→ Data for this exercise:
————————

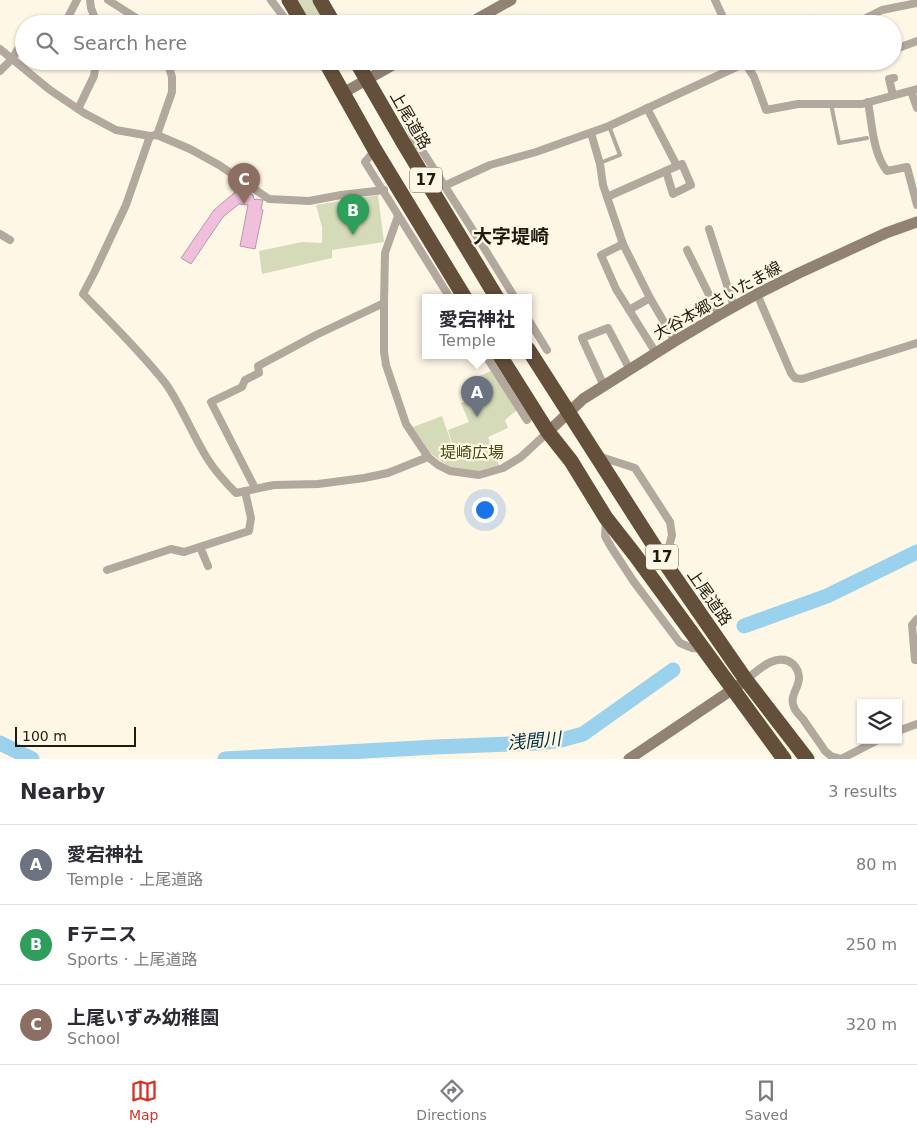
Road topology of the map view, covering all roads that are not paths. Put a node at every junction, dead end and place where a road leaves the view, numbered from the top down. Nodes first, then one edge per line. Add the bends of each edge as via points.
1 (78, 0) edge
2 (89, 0) edge
3 (108, 0) edge
4 (271, 0) edge
5 (289, 0) edge
6 (320, 0) edge
7 (511, 0) edge
8 (715, 0) edge
9 (917, 3) edge
10 (69, 15) edge
11 (94, 15) edge
12 (132, 15) edge
13 (282, 15) edge
14 (298, 15) edge
15 (329, 15) edge
16 (484, 15) edge
17 (722, 15) edge
18 (872, 15) edge
19 (917, 41) edge
20 (902, 47) edge
21 (0, 49) edge
22 (15, 54) edge
23 (12, 59) junction
24 (15, 61) edge
25 (25, 70) edge
26 (94, 70) edge
27 (170, 70) edge
28 (329, 70) edge
29 (362, 70) edge
30 (384, 70) edge
31 (728, 70) edge
32 (750, 70) edge
33 (0, 71) edge
34 (894, 78) dead end
35 (367, 79) junction
36 (914, 90) edge
37 (343, 93) junction
38 (893, 95) junction
39 (868, 102) junction
40 (831, 104) junction
41 (647, 108) junction
42 (917, 108) edge
43 (78, 109) junction
44 (408, 112) dead end
45 (609, 126) junction
46 (591, 133) junction
47 (153, 136) junction
48 (867, 138) dead end
49 (409, 141) junction
50 (375, 150) junction
51 (600, 164) junction
52 (678, 166) junction
53 (666, 171) junction
54 (444, 186) junction
55 (384, 190) junction
56 (608, 197) junction
57 (917, 205) edge
58 (398, 216) junction
59 (917, 222) edge
60 (708, 229) dead end
61 (0, 234) edge
62 (10, 240) dead end
63 (623, 244) junction
64 (687, 250) dead end
65 (447, 294) edge
66 (463, 294) edge
67 (495, 294) edge
68 (513, 294) edge
69 (757, 294) junction
70 (650, 298) junction
71 (384, 303) junction
72 (734, 307) junction
73 (629, 310) junction
74 (720, 315) junction
75 (532, 326) edge
76 (675, 341) junction
77 (917, 343) edge
78 (547, 350) dead end
79 (656, 353) junction
80 (532, 355) edge
81 (489, 359) edge
82 (501, 359) edge
83 (630, 370) junction
84 (511, 385) junction
85 (604, 386) junction
86 (569, 414) junction
87 (527, 420) dead end
88 (548, 432) junction
89 (598, 456) junction
90 (428, 457) junction
91 (255, 488) junction
92 (245, 491) junction
93 (200, 547) junction
94 (666, 563) junction
95 (208, 566) dead end
96 (108, 570) dead end
97 (917, 619) edge
98 (917, 660) edge
99 (746, 680) junction
100 (733, 689) junction
101 (917, 724) edge
102 (902, 730) edge
103 (870, 744) edge
104 (629, 759) edge
105 (784, 759) edge
106 (807, 759) edge

1 - 2 street
1 - 10 street
2 - 11 street
3 - 12 street
4 - 13 street
5 - 14 highway
6 - 15 highway
7 - 16 main road
8 - 17 street
9 - 18 street
19 - 20 street
21 - 23 street
22 - 23 street
23 - 24 street
23 - 33 street
25 - 43 street
26 - 43 street
27 - 47 street via 172,92
28 - 37 highway, 17
29 - 35 highway, 上尾道路 / 17
30 - 35 main road
31 - 41 street
32 - 40 street via 766,110 798,104
34 - 38 street via 889,79
35 - 37 main road
35 - 49 highway, 上尾道路 / 17
36 - 38 street
36 - 42 street
37 - 50 highway, 17
38 - 39 street
39 - 40 street
39 - 57 street via 882,165 887,171 907,167
40 - 48 lane via 839,143
41 - 45 street
41 - 52 street
43 - 47 street via 116,130
44 - 49 street
45 - 46 street
45 - 51 lane via 620,155
46 - 51 street
46 - 54 street via 490,165
47 - 55 street via 190,149 269,199 309,201
47 - 92 street via 126,205 83,294 166,384 221,478 236,493
49 - 54 street
49 - 67 highway, 上尾道路 / 17
50 - 55 street via 365,162
50 - 66 highway, 17
51 - 56 street
52 - 53 street
52 - 53 street via 682,164 691,185 673,194
53 - 56 street
54 - 68 street
55 - 58 street
56 - 63 street
58 - 65 street
58 - 71 street via 386,253
59 - 69 main road, 大谷本郷さいたま線 via 886,233
60 - 72 street
61 - 62 street
63 - 70 street
63 - 73 street via 601,254
64 - 74 street
69 - 72 main road, 大谷本郷さいたま線
69 - 77 street via 795,378 802,379
70 - 73 street
70 - 76 street
71 - 90 street via 386,365 406,424
71 - 91 street via 258,366 259,373 245,380 242,388 211,402
72 - 74 main road, 大谷本郷さいたま線
73 - 79 street
74 - 76 main road, 大谷本郷さいたま線
75 - 78 street
76 - 79 main road, 大谷本郷さいたま線
79 - 83 main road, 大谷本郷さいたま線
80 - 86 highway, 上尾道路 / 17
81 - 84 street
82 - 84 highway, 17
83 - 85 main road, 大谷本郷さいたま線
83 - 85 street via 608,328 582,338
84 - 87 street
84 - 88 highway, 17
85 - 86 main road, 大谷本郷さいたま線 via 583,399
86 - 88 main road, 大谷本郷さいたま線
86 - 89 highway, 上尾道路 / 17
88 - 90 street via 521,457 503,468 479,475 450,471
88 - 100 highway, 17 via 606,518
89 - 94 highway, 上尾道路 / 17
89 - 94 street via 635,468 670,522 672,535
90 - 91 street via 388,473 364,478
91 - 92 street
92 - 93 street via 251,518 249,531
93 - 95 street
93 - 96 street via 184,552 171,549
94 - 99 highway, 上尾道路 / 17
97 - 98 street via 912,625
99 - 100 main road
99 - 103 street via 773,661 790,662 797,668 799,676 793,706 825,751 841,759
99 - 106 highway, 上尾道路 / 17
100 - 104 main road
100 - 105 highway, 17
101 - 102 street

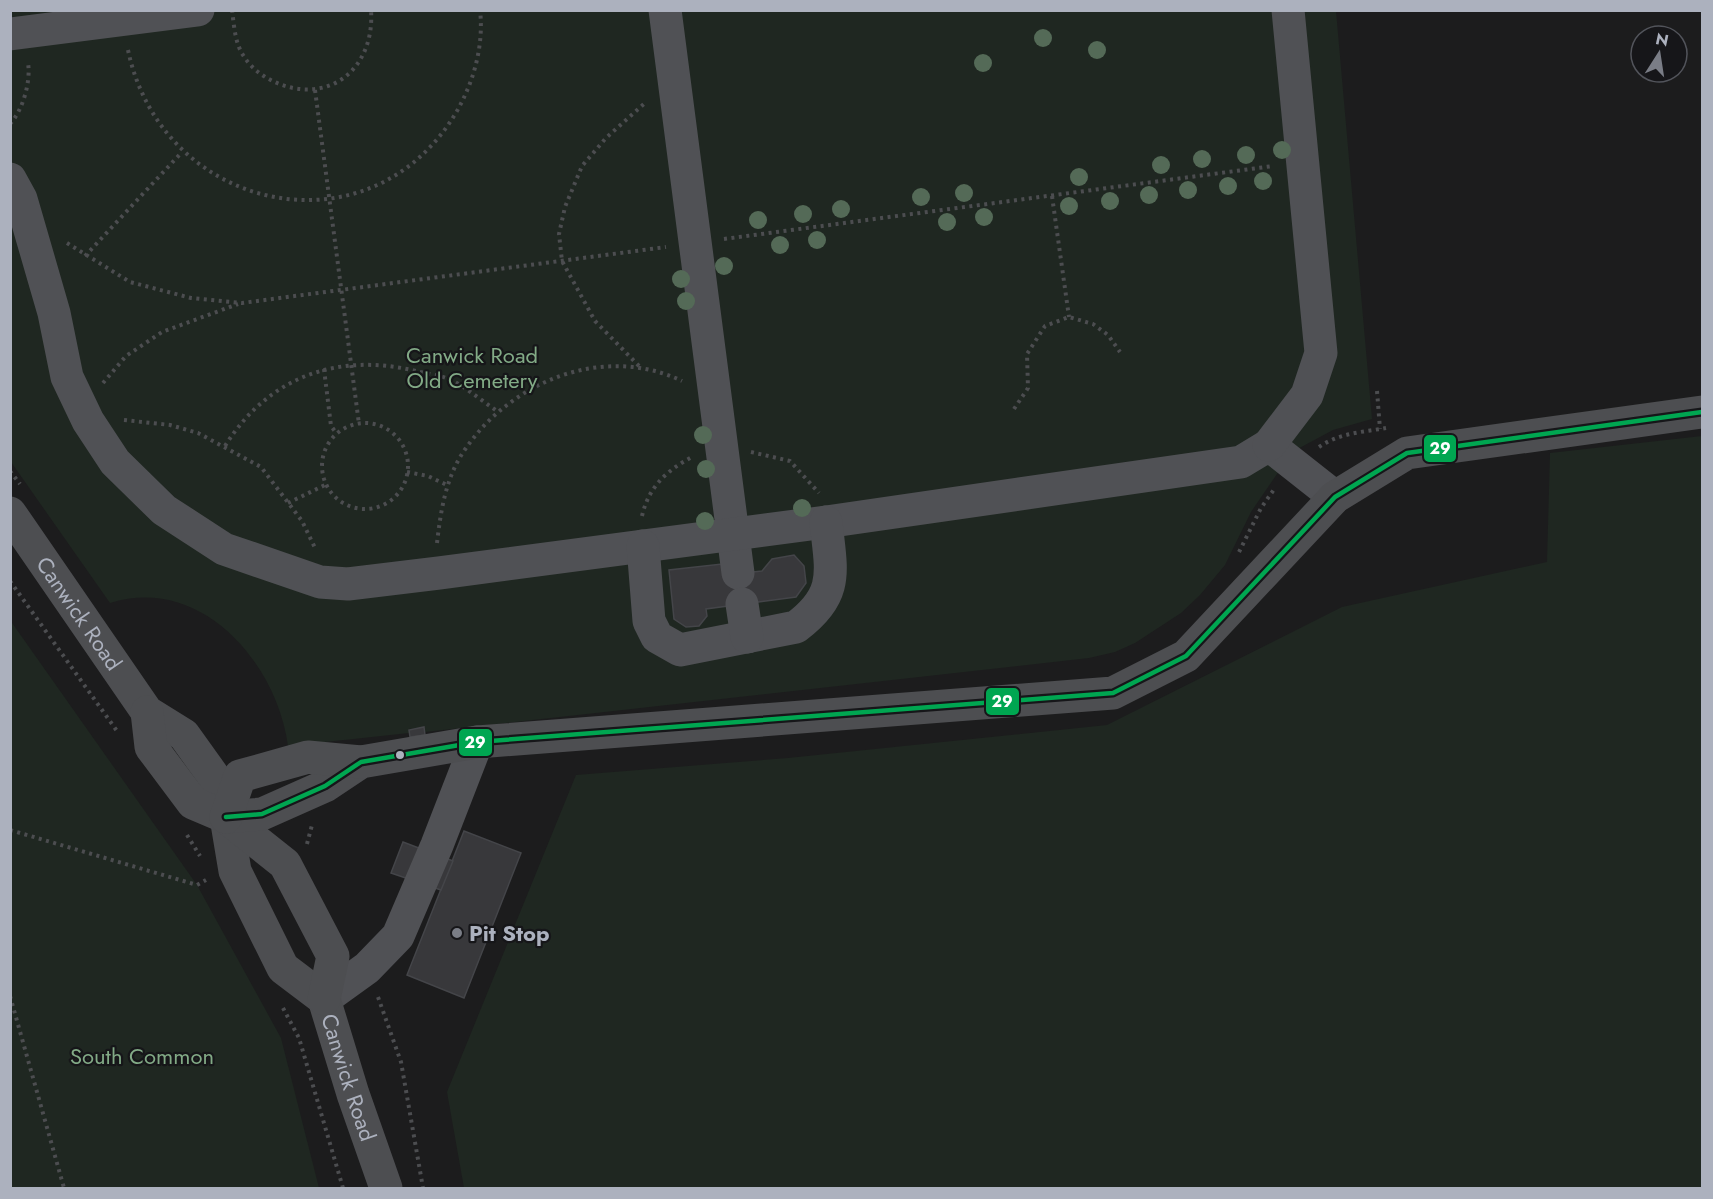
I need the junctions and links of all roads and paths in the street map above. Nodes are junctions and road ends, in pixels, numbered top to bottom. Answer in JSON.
{"nodes":[{"id":1,"x":198,"y":10,"type":"edge"},
{"id":2,"x":232,"y":10,"type":"edge"},
{"id":3,"x":371,"y":10,"type":"edge"},
{"id":4,"x":480,"y":10,"type":"edge"},
{"id":5,"x":665,"y":10,"type":"edge"},
{"id":6,"x":1288,"y":10,"type":"edge"},
{"id":7,"x":121,"y":20,"type":"junction"},
{"id":8,"x":16,"y":33,"type":"edge"},
{"id":9,"x":671,"y":59,"type":"junction"},
{"id":10,"x":315,"y":90,"type":"junction"},
{"id":11,"x":10,"y":124,"type":"edge"},
{"id":12,"x":182,"y":152,"type":"junction"},
{"id":13,"x":1303,"y":162,"type":"junction"},
{"id":14,"x":10,"y":179,"type":"edge"},
{"id":15,"x":1052,"y":196,"type":"junction"},
{"id":16,"x":328,"y":200,"type":"junction"},
{"id":17,"x":66,"y":243,"type":"dead end"},
{"id":18,"x":694,"y":243,"type":"junction"},
{"id":19,"x":85,"y":256,"type":"junction"},
{"id":20,"x":562,"y":261,"type":"junction"},
{"id":21,"x":344,"y":291,"type":"junction"},
{"id":22,"x":242,"y":303,"type":"junction"},
{"id":23,"x":1069,"y":317,"type":"junction"},
{"id":24,"x":1120,"y":352,"type":"dead end"},
{"id":25,"x":352,"y":364,"type":"junction"},
{"id":26,"x":639,"y":367,"type":"junction"},
{"id":27,"x":324,"y":369,"type":"junction"},
{"id":28,"x":1377,"y":391,"type":"dead end"},
{"id":29,"x":1014,"y":410,"type":"dead end"},
{"id":30,"x":498,"y":411,"type":"junction"},
{"id":31,"x":1702,"y":412,"type":"edge"},
{"id":32,"x":88,"y":421,"type":"junction"},
{"id":33,"x":717,"y":421,"type":"junction"},
{"id":34,"x":359,"y":424,"type":"junction"},
{"id":35,"x":1389,"y":428,"type":"dead end"},
{"id":36,"x":1380,"y":429,"type":"junction"},
{"id":37,"x":337,"y":434,"type":"junction"},
{"id":38,"x":225,"y":446,"type":"junction"},
{"id":39,"x":1281,"y":454,"type":"junction"},
{"id":40,"x":407,"y":472,"type":"junction"},
{"id":41,"x":325,"y":484,"type":"junction"},
{"id":42,"x":447,"y":485,"type":"junction"},
{"id":43,"x":1335,"y":497,"type":"junction"},
{"id":44,"x":288,"y":503,"type":"junction"},
{"id":45,"x":10,"y":513,"type":"edge"},
{"id":46,"x":826,"y":522,"type":"junction"},
{"id":47,"x":733,"y":534,"type":"junction"},
{"id":48,"x":643,"y":546,"type":"junction"},
{"id":49,"x":1235,"y":558,"type":"dead end"},
{"id":50,"x":439,"y":573,"type":"junction"},
{"id":51,"x":10,"y":581,"type":"edge"},
{"id":52,"x":320,"y":582,"type":"junction"},
{"id":53,"x":747,"y":637,"type":"junction"},
{"id":54,"x":52,"y":640,"type":"dead end"},
{"id":55,"x":477,"y":742,"type":"junction"},
{"id":56,"x":226,"y":817,"type":"junction"},
{"id":57,"x":10,"y":830,"type":"edge"},
{"id":58,"x":212,"y":877,"type":"dead end"},
{"id":59,"x":368,"y":968,"type":"junction"},
{"id":60,"x":10,"y":996,"type":"edge"},
{"id":61,"x":277,"y":998,"type":"dead end"},
{"id":62,"x":324,"y":999,"type":"junction"},
{"id":63,"x":64,"y":1188,"type":"edge"},
{"id":64,"x":343,"y":1188,"type":"edge"},
{"id":65,"x":386,"y":1188,"type":"edge"},
{"id":66,"x":423,"y":1188,"type":"edge"}],
"edges":[{"from":1,"to":7,"type":"lane"},
{"from":2,"to":10,"type":"path"},
{"from":3,"to":10,"type":"path"},
{"from":4,"to":16,"type":"path"},
{"from":5,"to":9,"type":"lane"},
{"from":6,"to":13,"type":"lane"},
{"from":7,"to":8,"type":"lane"},
{"from":7,"to":12,"type":"path"},
{"from":8,"to":11,"type":"path"},
{"from":9,"to":18,"type":"lane"},
{"from":9,"to":20,"type":"path"},
{"from":10,"to":16,"type":"path"},
{"from":12,"to":16,"type":"path"},
{"from":12,"to":19,"type":"path"},
{"from":13,"to":15,"type":"path"},
{"from":13,"to":39,"type":"lane"},
{"from":14,"to":32,"type":"lane"},
{"from":15,"to":18,"type":"path"},
{"from":15,"to":23,"type":"path"},
{"from":16,"to":21,"type":"path"},
{"from":17,"to":19,"type":"path"},
{"from":18,"to":20,"type":"path"},
{"from":18,"to":33,"type":"lane"},
{"from":19,"to":22,"type":"path"},
{"from":20,"to":21,"type":"path"},
{"from":20,"to":26,"type":"path"},
{"from":21,"to":22,"type":"path"},
{"from":21,"to":25,"type":"path"},
{"from":22,"to":32,"type":"path"},
{"from":23,"to":24,"type":"path"},
{"from":23,"to":29,"type":"path"},
{"from":25,"to":27,"type":"path"},
{"from":25,"to":30,"type":"path"},
{"from":25,"to":34,"type":"path"},
{"from":26,"to":30,"type":"path"},
{"from":26,"to":33,"type":"path"},
{"from":27,"to":37,"type":"path"},
{"from":27,"to":38,"type":"path"},
{"from":28,"to":36,"type":"path"},
{"from":30,"to":42,"type":"path"},
{"from":31,"to":43,"type":"main road"},
{"from":32,"to":38,"type":"path"},
{"from":32,"to":52,"type":"lane"},
{"from":33,"to":47,"type":"lane"},
{"from":34,"to":37,"type":"path"},
{"from":34,"to":40,"type":"path"},
{"from":35,"to":36,"type":"path"},
{"from":36,"to":39,"type":"path"},
{"from":37,"to":41,"type":"path"},
{"from":38,"to":44,"type":"path"},
{"from":39,"to":43,"type":"lane"},
{"from":39,"to":46,"type":"lane"},
{"from":39,"to":49,"type":"path"},
{"from":40,"to":41,"type":"path"},
{"from":40,"to":42,"type":"path"},
{"from":41,"to":44,"type":"path"},
{"from":42,"to":50,"type":"path"},
{"from":43,"to":55,"type":"main road"},
{"from":44,"to":52,"type":"path"},
{"from":45,"to":56,"type":"main road","name":"Canwick Road"},
{"from":46,"to":47,"type":"lane"},
{"from":46,"to":53,"type":"lane"},
{"from":47,"to":48,"type":"lane"},
{"from":47,"to":53,"type":"lane"},
{"from":48,"to":50,"type":"lane"},
{"from":48,"to":53,"type":"lane"},
{"from":50,"to":52,"type":"lane"},
{"from":51,"to":54,"type":"path"},
{"from":55,"to":56,"type":"main road"},
{"from":55,"to":59,"type":"lane"},
{"from":56,"to":62,"type":"main road","name":"Canwick Road"},
{"from":56,"to":62,"type":"main road"},
{"from":57,"to":58,"type":"path"},
{"from":59,"to":62,"type":"lane"},
{"from":59,"to":66,"type":"path"},
{"from":60,"to":63,"type":"path"},
{"from":61,"to":64,"type":"path"},
{"from":62,"to":65,"type":"main road","name":"Canwick Road"}]}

————————

→ Exercise goal: Across the material, report every line that has the word "Canwick".

→ Worked solution:
{"from":45,"to":56,"type":"main road","name":"Canwick Road"},
{"from":56,"to":62,"type":"main road","name":"Canwick Road"},
{"from":62,"to":65,"type":"main road","name":"Canwick Road"}]}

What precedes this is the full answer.